Renting rooms in Juliana’s Lake Como villa, a musical scholar called only The Lodger attempts to gain possession of the materials he believes the old lady has hoarded since her lover, composer Jeffrey Aspern, drowned Shelley-like in the lake while swimming to a tryst with a rising young singer. (The jealous Juliana set his boat adrift.)

The gem of the papers is the lost score of “Medea.” Taking her cue from the vengeful heroine, Juliana “kills” their “child” by saying Aspern burned the score just prior to his death. But we see a bit of the opera mimed in The Lodger’s imagination, as a silent opera-within-an-opera about opera folk.

A founder of Minnesota Opera and a University of Minnesota faculty member since 1958, composer-librettist Argento, 61, uses many lines from James’ novella. (By sheer coincidence, Philip Hagemann’s opera on the same subject was also premiered Saturday night, at Northwestern University.)

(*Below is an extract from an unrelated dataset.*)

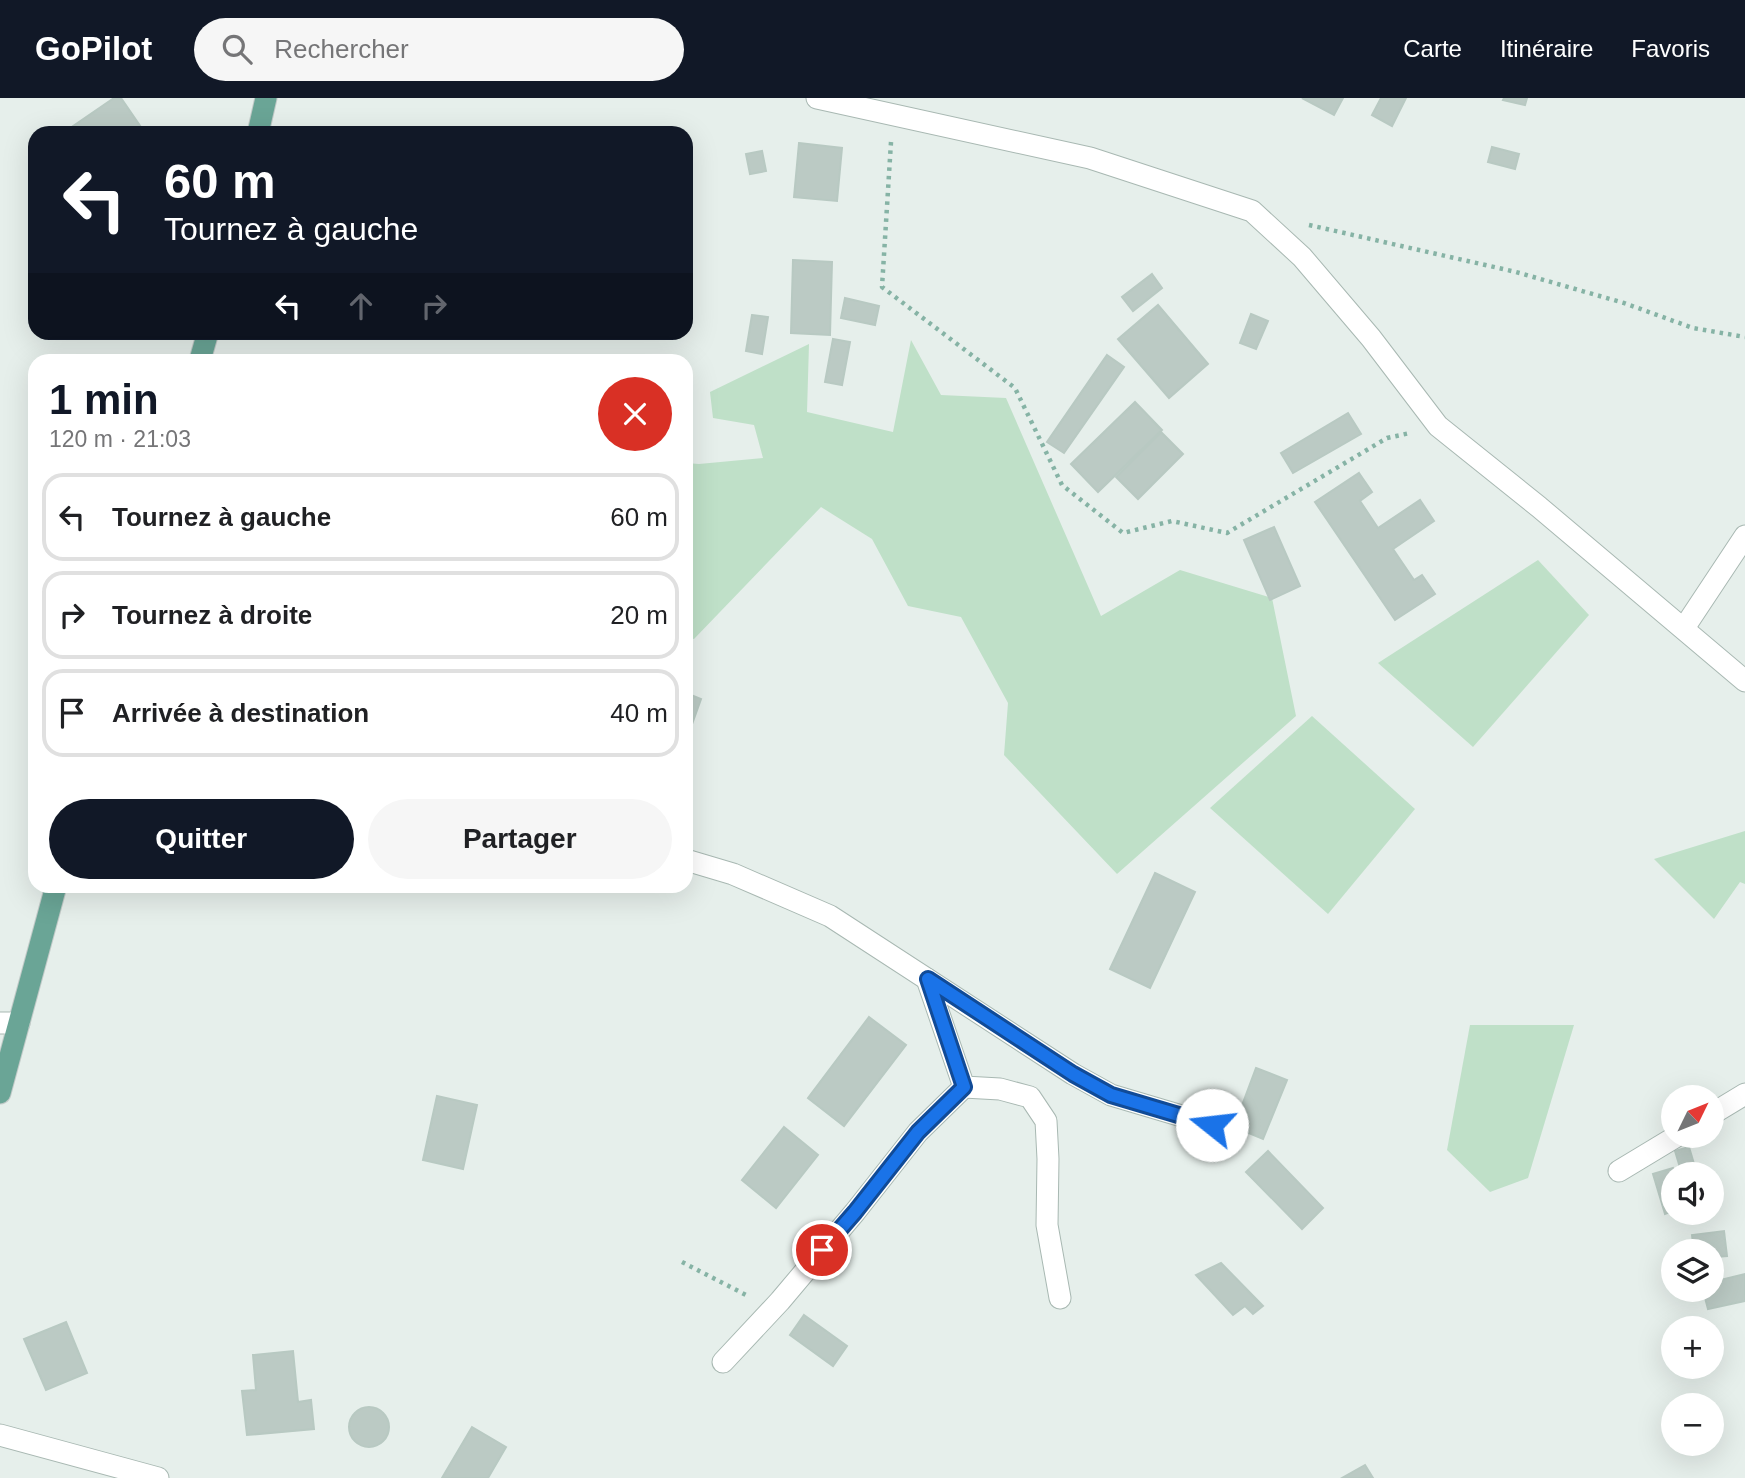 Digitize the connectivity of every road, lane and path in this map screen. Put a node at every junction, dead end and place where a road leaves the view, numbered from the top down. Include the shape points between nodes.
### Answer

Much of the writing in “The Aspern Papers” is quasi-recitative, sometimes on one note. The graceful vocal lines for which Argento is often praised flow naturally, even when they explore the top of the singers’ voices. The plaintive phrases, of which this sad story has many, droop affectingly. And the orchestration is arresting and colorful without being showy.

One of the most striking elements in Argento’s palette is the invisible, wordless choir employed to make the memory scenes more hauntingly evocative. The device is used to superb effect in the final scene, when Juliana’s spinster niece Tina, matured by the pain of The Lodger’s flight after she told him he could have the papers if he became her husband, sends him packing and then burns “Medea,” one page at a time.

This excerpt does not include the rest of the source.